Subvec of Java Arrays

jgomo3 · March 25, 2019, 2:18am

Is there anything similar to subvec for Java Arrays?

Crrently I’m using take and nthnext (Update: This is just an example on how I’m using take and nthnext):

(defn sub-seq [from to coll] ;; Update: Name was subseq before, but core already has that name.
  (let [size (- to from)]
    (take size (nthnext coll from))))

But I feel there should be an already core function for this or something.

Beside: Why do you think subvec sets the vector as the first argument and not as the last one? What I’m learning about Functional programming points me to think that functions in this paradigm prefer to put the subject of processing as the last argument.

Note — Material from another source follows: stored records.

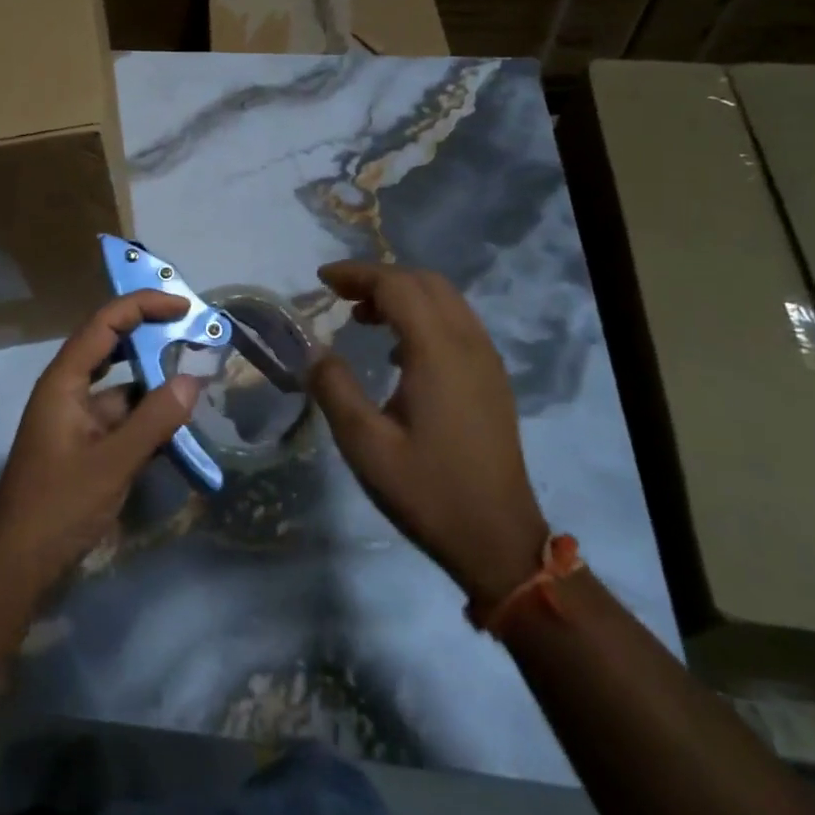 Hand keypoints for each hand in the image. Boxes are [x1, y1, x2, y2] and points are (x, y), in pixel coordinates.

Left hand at [0, 290, 201, 591]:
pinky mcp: (85, 447)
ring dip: (154, 384)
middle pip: (112, 348)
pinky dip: (148, 418)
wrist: (17, 565)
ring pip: (121, 388)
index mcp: (64, 381)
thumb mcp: (113, 461)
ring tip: (197, 380)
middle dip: (151, 338)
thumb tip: (193, 379)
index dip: (142, 307)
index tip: (182, 306)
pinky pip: (122, 420)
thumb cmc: (58, 505)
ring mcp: (76, 420)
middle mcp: (68, 391)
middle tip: (194, 334)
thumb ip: (155, 419)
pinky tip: (179, 427)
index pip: (104, 323)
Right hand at [309, 261, 548, 613]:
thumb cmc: (428, 491)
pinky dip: (423, 315)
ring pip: (445, 299)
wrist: (498, 541)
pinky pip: (457, 323)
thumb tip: (315, 351)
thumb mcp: (365, 445)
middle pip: (425, 282)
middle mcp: (469, 344)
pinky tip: (398, 351)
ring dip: (403, 294)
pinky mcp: (492, 379)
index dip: (357, 274)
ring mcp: (486, 360)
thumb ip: (335, 389)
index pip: (397, 286)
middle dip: (379, 277)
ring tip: (363, 317)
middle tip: (340, 295)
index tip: (321, 280)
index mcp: (438, 352) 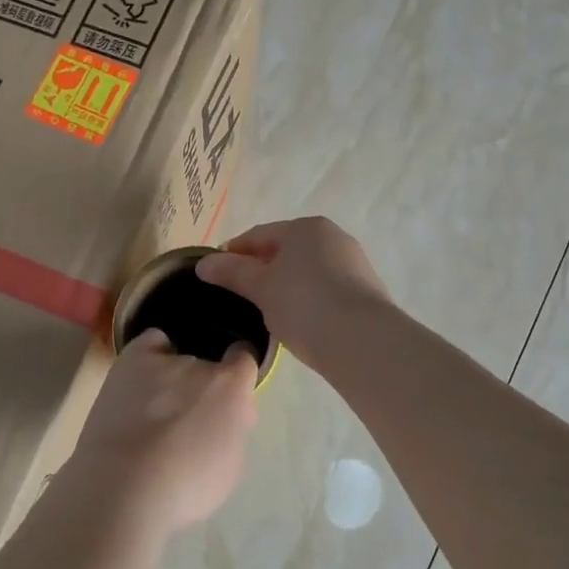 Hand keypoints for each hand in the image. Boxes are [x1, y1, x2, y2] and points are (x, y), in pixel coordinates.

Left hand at [64, 330, 257, 535]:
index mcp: (231, 388)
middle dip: (202, 388)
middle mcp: (200, 365)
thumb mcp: (230, 466)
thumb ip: (233, 430)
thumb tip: (229, 415)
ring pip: (176, 359)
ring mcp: (163, 360)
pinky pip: (150, 343)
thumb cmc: (185, 489)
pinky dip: (150, 354)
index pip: (244, 358)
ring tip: (152, 410)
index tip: (229, 397)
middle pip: (207, 366)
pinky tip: (142, 378)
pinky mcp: (131, 360)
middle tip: (186, 421)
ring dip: (172, 379)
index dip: (238, 375)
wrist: (125, 487)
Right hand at [196, 218, 389, 372]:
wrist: (363, 341)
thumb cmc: (304, 304)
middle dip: (260, 269)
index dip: (233, 253)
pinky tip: (298, 320)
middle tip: (240, 295)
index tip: (215, 275)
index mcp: (304, 227)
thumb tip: (203, 264)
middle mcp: (332, 236)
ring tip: (266, 311)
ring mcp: (352, 263)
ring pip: (306, 270)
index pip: (258, 235)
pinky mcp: (365, 290)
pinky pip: (324, 288)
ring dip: (284, 284)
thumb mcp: (260, 288)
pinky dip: (306, 298)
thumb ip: (232, 272)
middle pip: (284, 250)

didibus · March 25, 2019, 4:36am

Yes, just use: java.util.Arrays/copyOfRange

(import 'java.util.Arrays)
(into [] (Arrays/copyOfRange (into-array [1 2 3 4]) 1 3))
;; => [2 3]

In Clojure, you have collections such as Vector, Map, Set, and you have sequences.

Functions which operate over sequences are normally (by convention) designed to take the sequence last. This include functions which convert collections to sequences, so anything that is seqable?.

Whereas functions that are designed to work on collections normally take the collection first. Basically, functions which can not do what they do using only the sequence abstraction. Which is the case for subvec, since subvec is specific to persistent vectors, as it is able to subvec in O(1). Your subseq implementation is not O(1). But in your case, you support any seqable, so it makes sense to take the collection last.

By the way, if you wanted to keep it around, I wouldn’t call it subseq, since there’s already a subseq function in core, it is confusing.

jgomo3 · March 25, 2019, 10:12am

Thank you very much for such a great explanation!

And yes, I will change my custom subvec function name, in the comment to avoid confusion. I’ll probably will remove it from my code.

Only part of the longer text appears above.